Senior doctors from the hospital said a panel has been formed and an inquiry has been initiated.

Written by Tabassum Barnagarwala | Mumbai | Published: April 3, 2018 5:09:32 am

The family of a 22-month-old boy has accused doctors at the state-run JJ Hospital of negligence after the child, who was allegedly undergoing treatment for rabies despite not being infected by it, died on Sunday morning on the hospital’s ventilator. The 22-month-old, Azan Shaikh, was admitted in JJ hospital on March 26. Before admission, his father Wasim Ashraf Shaikh, a constable with Vasai police, had taken him to Lilavati Hospital where Azan’s mother, Mariam Shaikh, worked as a staff nurse.

“My son was not able to sleep at night. He had fever. At the Lilavati hospital, doctors prescribed medicines and referred us to Kasturba hospital, which referred us to JJ hospital,” said constable Shaikh. Doctors suspected that Azan had contracted rabies and allegedly put him on symptomatic treatment without confirming the diagnosis.

“They said in Mumbai there is no centre to confirm diagnosis. I myself took all his reports and samples to Bengaluru for tests,” added Shaikh. At the National Institute of Mental Health and Neuro Sciences (NIMHANS) in Bengaluru on March 31, Azan’s samples tested negative for rabies. Shaikh claimed that by then his son’s condition had deteriorated. “We kept asking doctors what had happened to our son, and they never discussed the treatment he was undergoing,” he said. In the complaint, the parents claimed that Azan was also given blood transfusion on March 29.

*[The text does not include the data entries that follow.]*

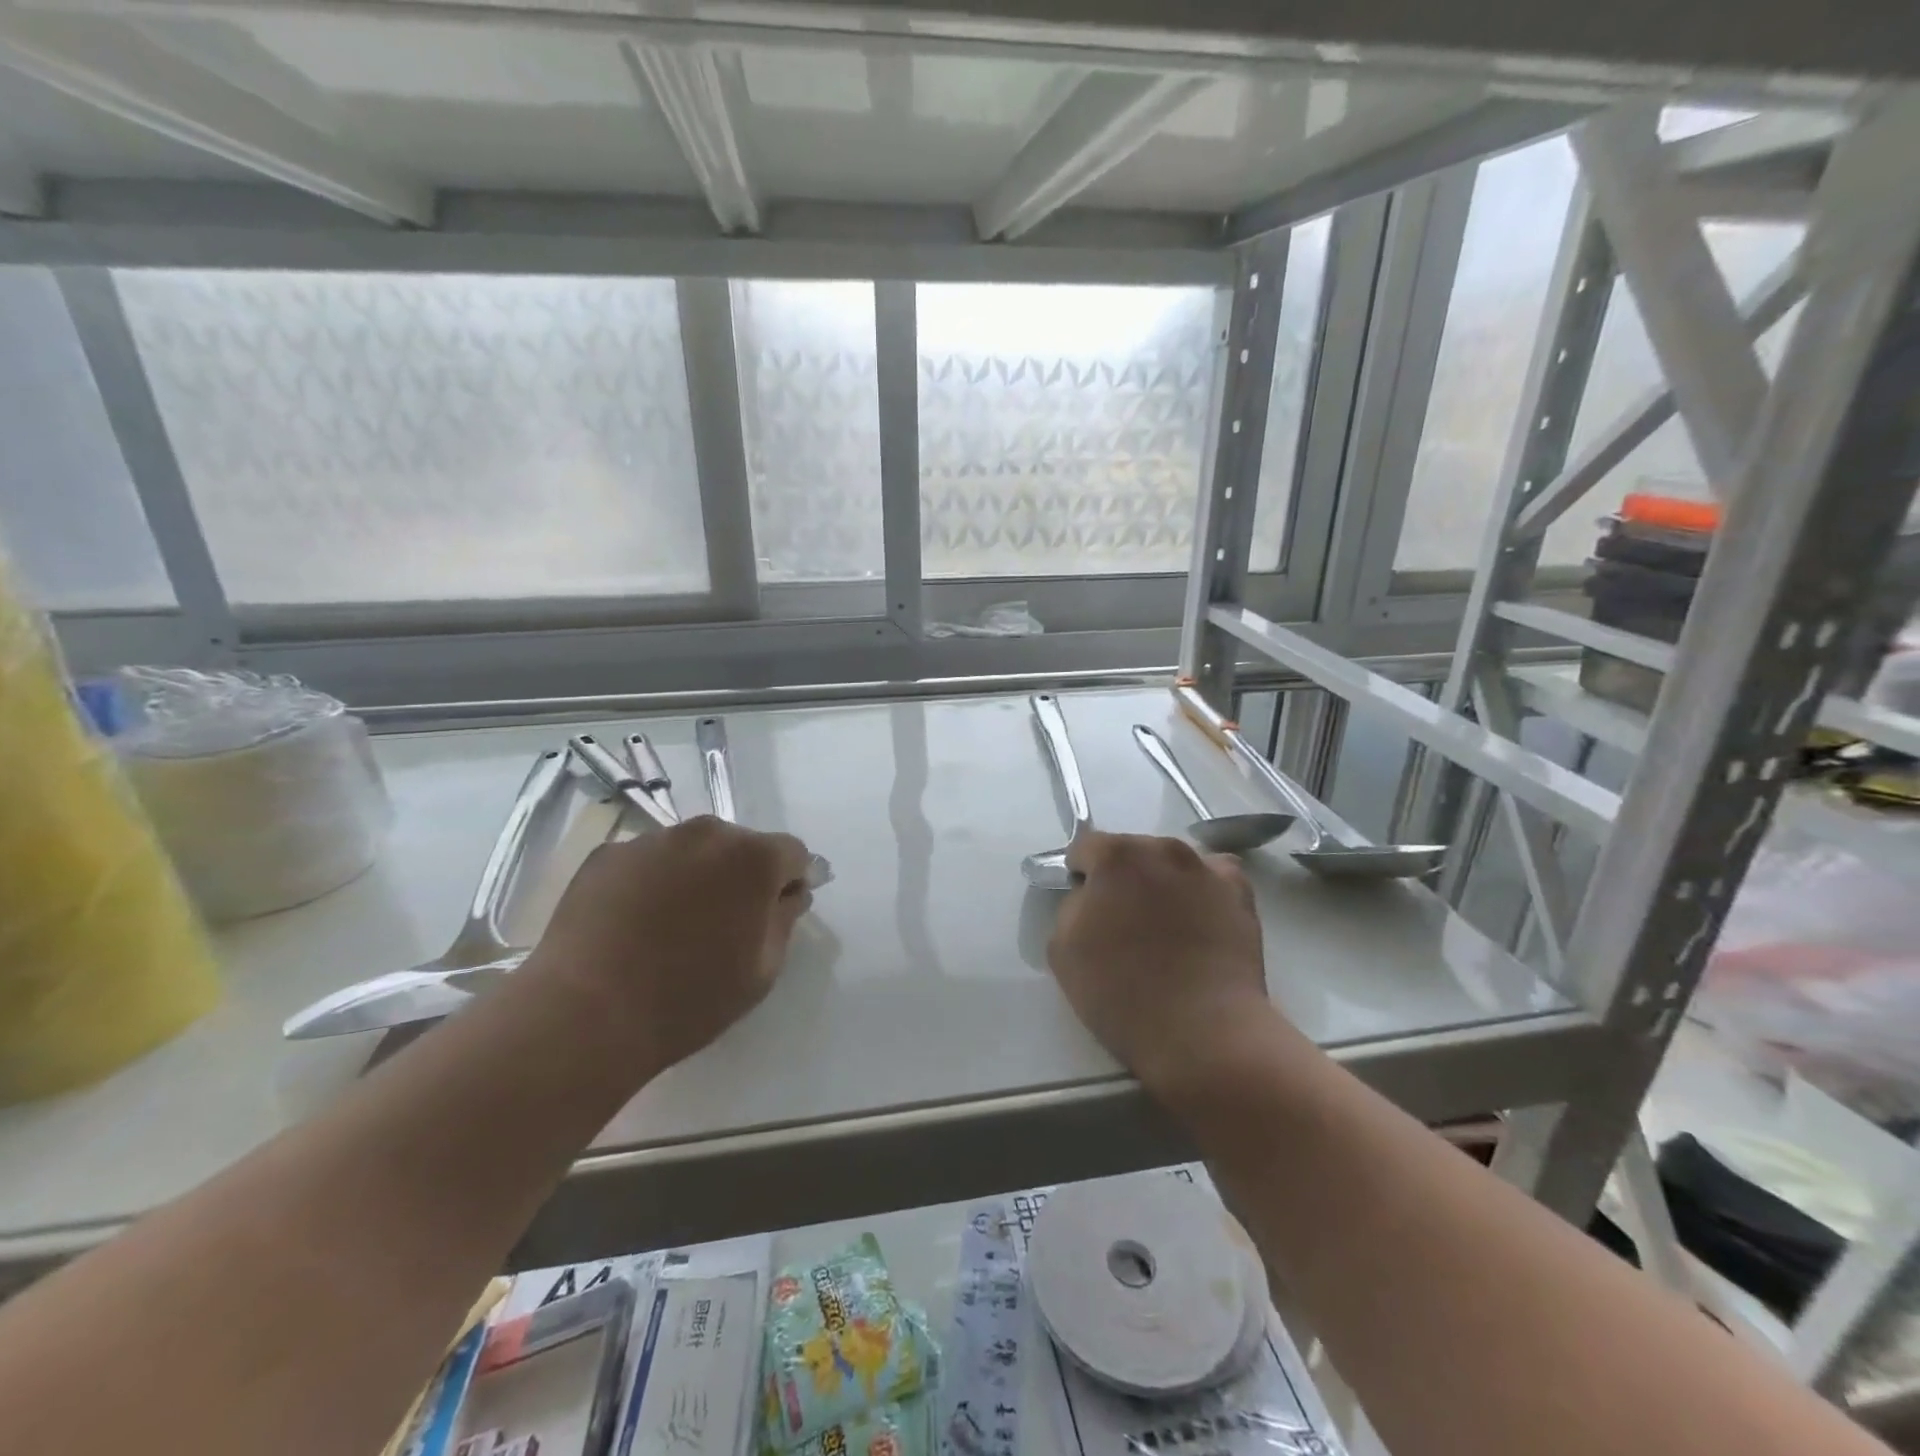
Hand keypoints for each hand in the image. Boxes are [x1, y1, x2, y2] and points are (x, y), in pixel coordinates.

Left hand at [527, 816, 812, 1069]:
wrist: (585, 1015)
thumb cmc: (689, 998)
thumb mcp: (762, 970)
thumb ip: (785, 919)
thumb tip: (790, 893)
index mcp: (753, 858)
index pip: (792, 853)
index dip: (791, 881)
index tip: (777, 913)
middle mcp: (706, 833)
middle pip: (740, 845)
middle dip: (742, 875)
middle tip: (723, 923)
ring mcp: (651, 839)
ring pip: (691, 850)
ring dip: (696, 874)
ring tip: (672, 924)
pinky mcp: (607, 854)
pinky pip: (647, 861)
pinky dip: (651, 882)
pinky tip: (633, 923)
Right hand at [1048, 831, 1273, 1094]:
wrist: (1202, 1032)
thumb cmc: (1121, 992)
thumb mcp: (1062, 948)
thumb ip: (1072, 906)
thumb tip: (1091, 896)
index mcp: (1116, 856)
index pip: (1086, 847)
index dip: (1080, 875)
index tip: (1084, 907)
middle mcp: (1163, 849)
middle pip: (1133, 852)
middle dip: (1123, 878)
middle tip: (1124, 922)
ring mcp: (1207, 869)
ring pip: (1172, 864)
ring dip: (1163, 883)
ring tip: (1166, 928)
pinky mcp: (1241, 894)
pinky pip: (1213, 878)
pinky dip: (1203, 891)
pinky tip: (1200, 922)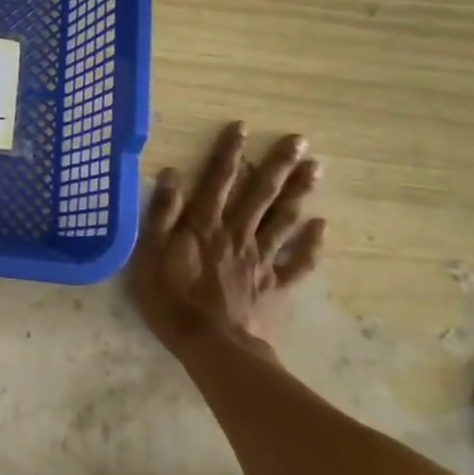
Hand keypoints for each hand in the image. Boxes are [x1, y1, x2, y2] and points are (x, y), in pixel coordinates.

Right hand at [128, 122, 325, 357]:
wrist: (213, 347)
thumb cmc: (171, 301)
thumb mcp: (150, 255)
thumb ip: (160, 215)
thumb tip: (171, 175)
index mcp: (204, 225)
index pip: (217, 180)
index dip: (228, 153)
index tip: (242, 127)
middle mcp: (237, 234)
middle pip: (260, 194)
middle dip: (278, 164)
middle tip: (300, 140)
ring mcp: (260, 259)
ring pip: (283, 219)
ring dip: (300, 192)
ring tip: (317, 168)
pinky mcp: (275, 285)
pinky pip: (298, 261)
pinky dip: (311, 244)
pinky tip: (323, 226)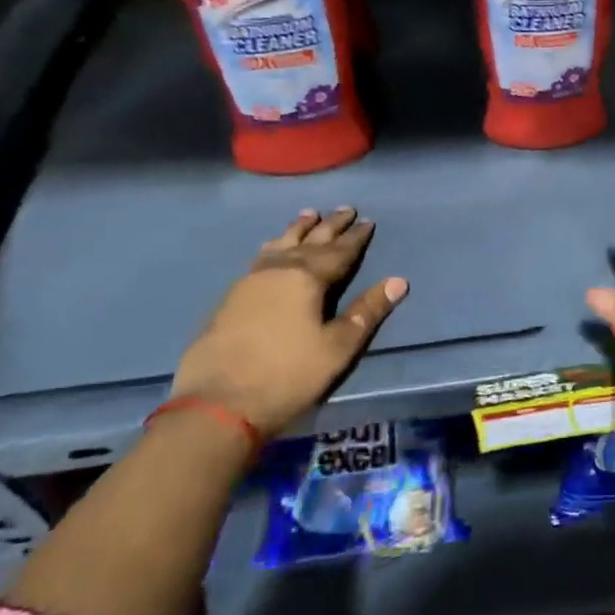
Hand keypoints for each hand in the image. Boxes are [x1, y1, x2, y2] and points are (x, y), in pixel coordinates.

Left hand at [171, 208, 406, 440]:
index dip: (356, 237)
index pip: (340, 252)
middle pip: (310, 241)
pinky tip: (271, 248)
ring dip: (298, 230)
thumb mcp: (337, 347)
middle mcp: (278, 270)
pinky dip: (274, 246)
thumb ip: (367, 312)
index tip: (368, 221)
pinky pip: (259, 258)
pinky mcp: (229, 299)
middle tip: (345, 209)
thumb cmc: (287, 375)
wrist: (215, 405)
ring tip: (308, 215)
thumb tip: (398, 281)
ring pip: (280, 245)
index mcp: (307, 278)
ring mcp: (249, 282)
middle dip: (330, 226)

On Sunday at 3.30 am, duty on doctors informed the parents that Azan had passed away. A post-mortem was conducted on Sunday. “We are waiting for final histopathology report before confirming the final case of death. His samples have been preserved,” said a forensic expert from hospital. JJ Police said a non-cognisance report has been filed. “We have recorded statements of the parents. An inquiry has been initiated, but we cannot register a case unless medical committee opines on it,” said Inspector Iqbal Awalkar.

Senior authorities at the hospital said the boy was treated symptomatically after he presented symptoms of photophobia and hydrophobia, both classic signs of rabies infection. “The treatment was given as per protocol. The boy was brought to us in a very critical condition after two hospitals refused to admit him, fearing he had rabies infection. We admitted the boy despite facing a shortage of ventilators,” said a senior administrative official.

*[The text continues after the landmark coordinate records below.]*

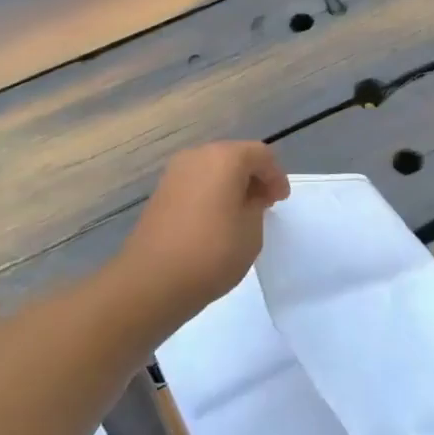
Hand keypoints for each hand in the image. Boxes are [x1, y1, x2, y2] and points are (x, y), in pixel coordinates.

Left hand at [117, 141, 289, 328]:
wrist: (153, 280)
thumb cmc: (212, 252)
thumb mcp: (251, 230)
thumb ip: (256, 205)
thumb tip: (248, 197)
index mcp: (224, 158)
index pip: (261, 154)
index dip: (276, 175)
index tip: (280, 201)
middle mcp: (196, 156)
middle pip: (234, 156)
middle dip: (253, 177)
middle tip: (265, 204)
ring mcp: (174, 174)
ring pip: (212, 169)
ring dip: (231, 185)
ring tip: (241, 214)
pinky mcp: (160, 193)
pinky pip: (195, 184)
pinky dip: (211, 194)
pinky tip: (216, 220)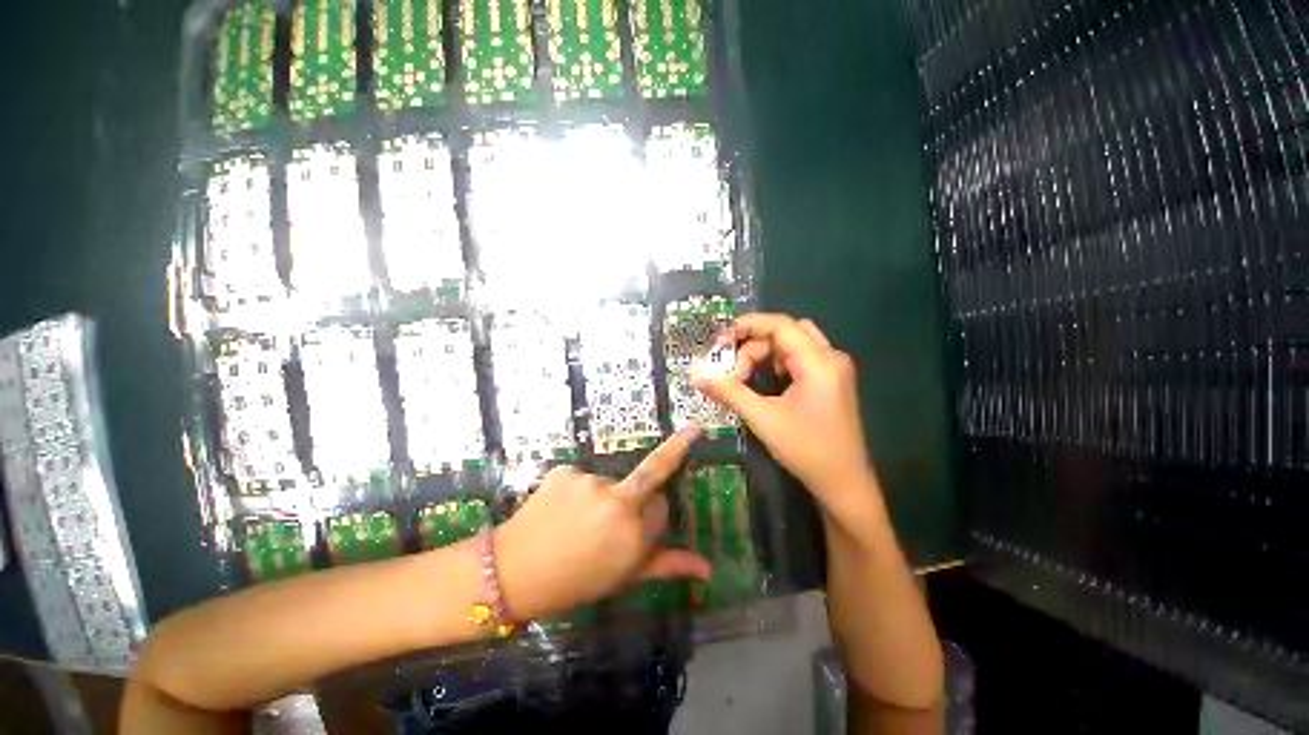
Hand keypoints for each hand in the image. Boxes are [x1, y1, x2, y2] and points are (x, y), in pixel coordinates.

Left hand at [495, 425, 711, 620]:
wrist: (516, 570)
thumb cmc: (576, 583)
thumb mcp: (625, 578)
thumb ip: (669, 566)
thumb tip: (709, 569)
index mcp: (636, 532)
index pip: (662, 509)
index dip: (649, 524)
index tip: (632, 538)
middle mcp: (618, 500)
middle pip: (645, 487)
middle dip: (636, 503)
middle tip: (603, 532)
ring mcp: (589, 481)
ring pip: (611, 484)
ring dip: (603, 500)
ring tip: (574, 527)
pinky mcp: (564, 471)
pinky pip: (583, 479)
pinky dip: (577, 493)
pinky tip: (558, 515)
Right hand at [693, 314, 877, 521]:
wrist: (844, 482)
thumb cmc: (807, 450)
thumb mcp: (764, 420)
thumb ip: (731, 393)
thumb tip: (697, 375)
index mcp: (819, 361)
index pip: (780, 325)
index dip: (747, 327)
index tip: (719, 342)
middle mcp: (832, 357)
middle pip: (789, 331)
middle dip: (756, 344)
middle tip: (733, 371)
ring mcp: (837, 370)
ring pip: (798, 344)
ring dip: (769, 354)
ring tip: (746, 378)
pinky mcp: (836, 383)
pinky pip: (806, 360)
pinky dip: (783, 365)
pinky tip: (767, 385)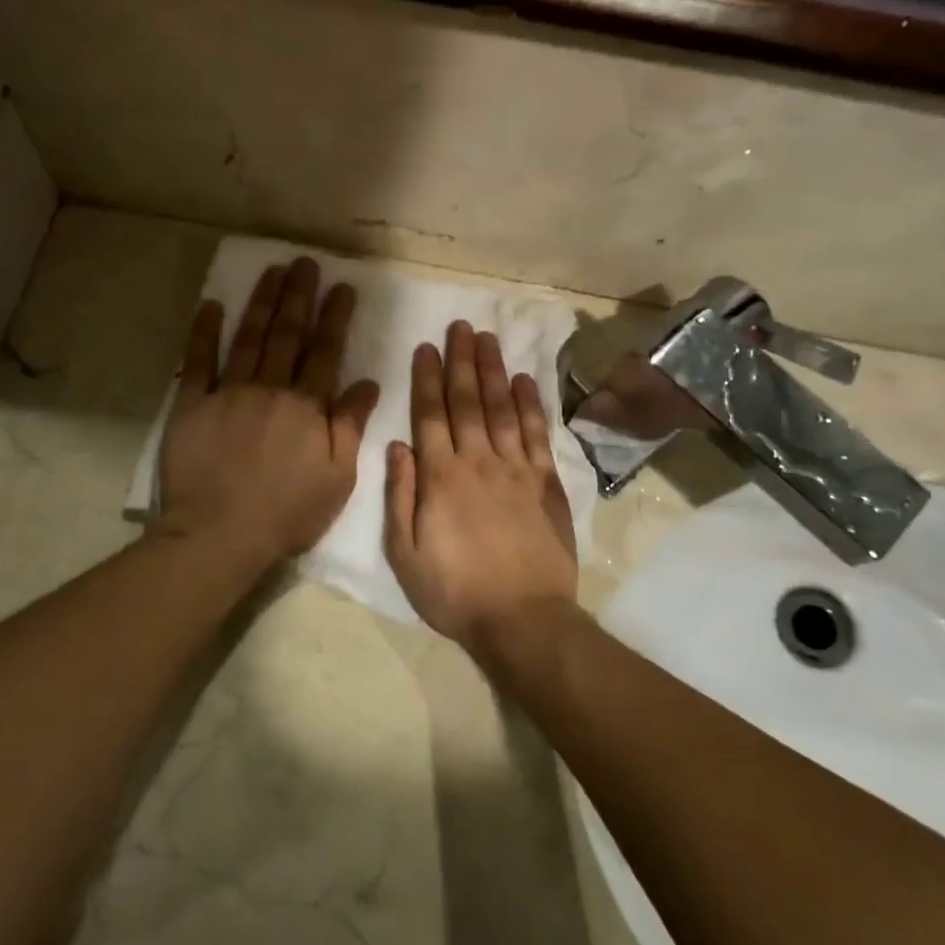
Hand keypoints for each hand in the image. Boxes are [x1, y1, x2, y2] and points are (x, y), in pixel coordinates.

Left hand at [159, 258, 379, 564]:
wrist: (221, 533)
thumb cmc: (287, 512)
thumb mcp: (337, 477)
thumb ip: (351, 426)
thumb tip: (368, 383)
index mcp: (307, 407)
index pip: (325, 352)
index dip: (334, 318)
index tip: (342, 287)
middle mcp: (270, 389)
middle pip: (287, 335)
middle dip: (299, 296)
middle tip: (305, 263)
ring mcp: (228, 393)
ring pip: (249, 337)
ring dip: (262, 302)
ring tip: (273, 270)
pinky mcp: (192, 404)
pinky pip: (198, 361)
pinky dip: (205, 331)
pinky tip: (213, 304)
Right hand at [385, 321, 578, 657]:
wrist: (522, 619)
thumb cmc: (455, 592)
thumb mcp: (406, 554)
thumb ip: (400, 497)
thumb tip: (397, 447)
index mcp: (440, 478)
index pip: (431, 415)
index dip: (427, 378)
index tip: (426, 346)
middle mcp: (478, 462)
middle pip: (468, 401)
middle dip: (462, 361)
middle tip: (461, 326)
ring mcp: (517, 470)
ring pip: (503, 409)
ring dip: (494, 371)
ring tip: (489, 339)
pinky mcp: (546, 484)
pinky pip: (538, 435)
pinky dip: (531, 405)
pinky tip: (524, 382)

The official added that since final diagnosis takes time, a treatment was initiated as per symptoms. Chief Operating Officer at Lilavati Horpital, Dr Ravi Shankar, said, “There are specific hospitals to treat such infectious diseases. We do not have that facility. The nurses and doctors checked the patient and saw symptoms of rabies because of which he was referred.”

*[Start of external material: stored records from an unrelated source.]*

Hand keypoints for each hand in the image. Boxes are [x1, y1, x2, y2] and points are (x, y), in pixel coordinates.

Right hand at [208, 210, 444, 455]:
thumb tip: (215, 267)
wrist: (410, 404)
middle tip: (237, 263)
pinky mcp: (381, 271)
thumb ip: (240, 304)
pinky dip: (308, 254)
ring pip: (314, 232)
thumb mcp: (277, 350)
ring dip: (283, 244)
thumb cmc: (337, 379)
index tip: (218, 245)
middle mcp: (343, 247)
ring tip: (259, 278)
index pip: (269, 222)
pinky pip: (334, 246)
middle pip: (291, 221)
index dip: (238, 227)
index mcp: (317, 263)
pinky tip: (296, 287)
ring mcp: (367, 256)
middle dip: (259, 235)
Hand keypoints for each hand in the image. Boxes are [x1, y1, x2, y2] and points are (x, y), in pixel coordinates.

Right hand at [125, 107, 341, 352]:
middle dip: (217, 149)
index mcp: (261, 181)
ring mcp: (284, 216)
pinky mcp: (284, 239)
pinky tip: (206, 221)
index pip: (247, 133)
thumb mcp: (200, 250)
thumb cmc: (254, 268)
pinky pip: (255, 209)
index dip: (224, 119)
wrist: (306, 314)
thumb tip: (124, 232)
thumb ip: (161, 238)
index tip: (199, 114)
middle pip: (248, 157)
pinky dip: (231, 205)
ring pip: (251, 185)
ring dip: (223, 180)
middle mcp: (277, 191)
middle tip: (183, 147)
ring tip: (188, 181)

The JJ police have forwarded the complaint to a medical panel at the JJ Group of Hospitals. Senior doctors from the hospital said a panel has been formed and an inquiry has been initiated. Azan’s family has, however, demanded that an inquiry must be handled by a third party. “How can we trust that the hospital will be non-biased in inquiring against their own?” said Mariam.